> [Task brief]:
Report the number of lines in the data where the word "paths" appears, and add no other text.

[Stored items]
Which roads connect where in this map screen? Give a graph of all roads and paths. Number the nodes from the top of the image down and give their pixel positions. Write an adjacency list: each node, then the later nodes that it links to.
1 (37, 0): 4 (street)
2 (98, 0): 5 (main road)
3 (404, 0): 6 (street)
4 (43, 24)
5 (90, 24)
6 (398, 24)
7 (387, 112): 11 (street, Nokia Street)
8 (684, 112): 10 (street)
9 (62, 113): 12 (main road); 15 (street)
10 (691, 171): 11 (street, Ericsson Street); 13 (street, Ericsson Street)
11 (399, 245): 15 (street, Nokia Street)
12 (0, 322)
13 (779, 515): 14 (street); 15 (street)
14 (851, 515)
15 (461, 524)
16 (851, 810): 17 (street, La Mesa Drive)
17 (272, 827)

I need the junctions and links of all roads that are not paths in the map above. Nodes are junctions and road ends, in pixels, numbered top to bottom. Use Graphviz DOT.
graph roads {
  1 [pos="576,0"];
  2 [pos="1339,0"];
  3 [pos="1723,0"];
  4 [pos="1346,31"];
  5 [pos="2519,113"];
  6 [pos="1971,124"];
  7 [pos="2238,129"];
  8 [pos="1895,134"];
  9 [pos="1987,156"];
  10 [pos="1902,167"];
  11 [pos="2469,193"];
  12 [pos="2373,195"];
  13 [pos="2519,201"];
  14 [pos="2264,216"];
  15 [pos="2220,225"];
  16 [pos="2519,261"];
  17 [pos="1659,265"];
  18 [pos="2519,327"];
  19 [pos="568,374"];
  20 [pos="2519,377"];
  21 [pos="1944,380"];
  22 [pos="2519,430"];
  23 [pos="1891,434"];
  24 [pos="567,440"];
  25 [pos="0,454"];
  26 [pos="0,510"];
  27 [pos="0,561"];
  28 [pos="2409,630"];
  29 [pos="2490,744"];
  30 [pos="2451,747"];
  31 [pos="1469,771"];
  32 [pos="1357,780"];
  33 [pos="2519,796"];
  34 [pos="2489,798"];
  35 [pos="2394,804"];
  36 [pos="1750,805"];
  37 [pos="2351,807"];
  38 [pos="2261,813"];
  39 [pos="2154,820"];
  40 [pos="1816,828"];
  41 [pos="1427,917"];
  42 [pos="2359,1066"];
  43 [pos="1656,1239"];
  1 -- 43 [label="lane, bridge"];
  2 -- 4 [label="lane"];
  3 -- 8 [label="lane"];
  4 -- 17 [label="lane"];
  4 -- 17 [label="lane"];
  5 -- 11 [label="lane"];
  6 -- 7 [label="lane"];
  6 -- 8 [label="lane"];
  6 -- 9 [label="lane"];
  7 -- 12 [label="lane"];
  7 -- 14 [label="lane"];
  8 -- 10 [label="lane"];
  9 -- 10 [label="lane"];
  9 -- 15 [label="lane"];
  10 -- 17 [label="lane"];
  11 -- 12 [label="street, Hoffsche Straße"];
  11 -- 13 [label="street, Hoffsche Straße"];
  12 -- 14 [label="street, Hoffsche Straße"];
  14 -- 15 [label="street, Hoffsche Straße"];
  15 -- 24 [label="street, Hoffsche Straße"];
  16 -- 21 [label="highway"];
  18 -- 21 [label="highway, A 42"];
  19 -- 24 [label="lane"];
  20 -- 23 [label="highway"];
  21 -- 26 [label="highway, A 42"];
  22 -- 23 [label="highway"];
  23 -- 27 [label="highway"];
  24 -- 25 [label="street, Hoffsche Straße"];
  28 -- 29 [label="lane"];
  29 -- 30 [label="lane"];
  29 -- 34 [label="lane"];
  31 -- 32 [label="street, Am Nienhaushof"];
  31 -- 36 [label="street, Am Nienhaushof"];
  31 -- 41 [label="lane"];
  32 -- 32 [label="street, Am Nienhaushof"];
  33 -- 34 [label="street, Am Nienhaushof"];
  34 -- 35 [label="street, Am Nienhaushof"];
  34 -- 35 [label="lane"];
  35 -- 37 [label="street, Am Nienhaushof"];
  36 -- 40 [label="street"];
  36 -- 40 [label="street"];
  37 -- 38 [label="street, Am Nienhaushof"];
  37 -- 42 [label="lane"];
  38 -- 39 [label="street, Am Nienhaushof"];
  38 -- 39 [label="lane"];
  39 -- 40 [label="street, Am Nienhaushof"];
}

> [Result]:
2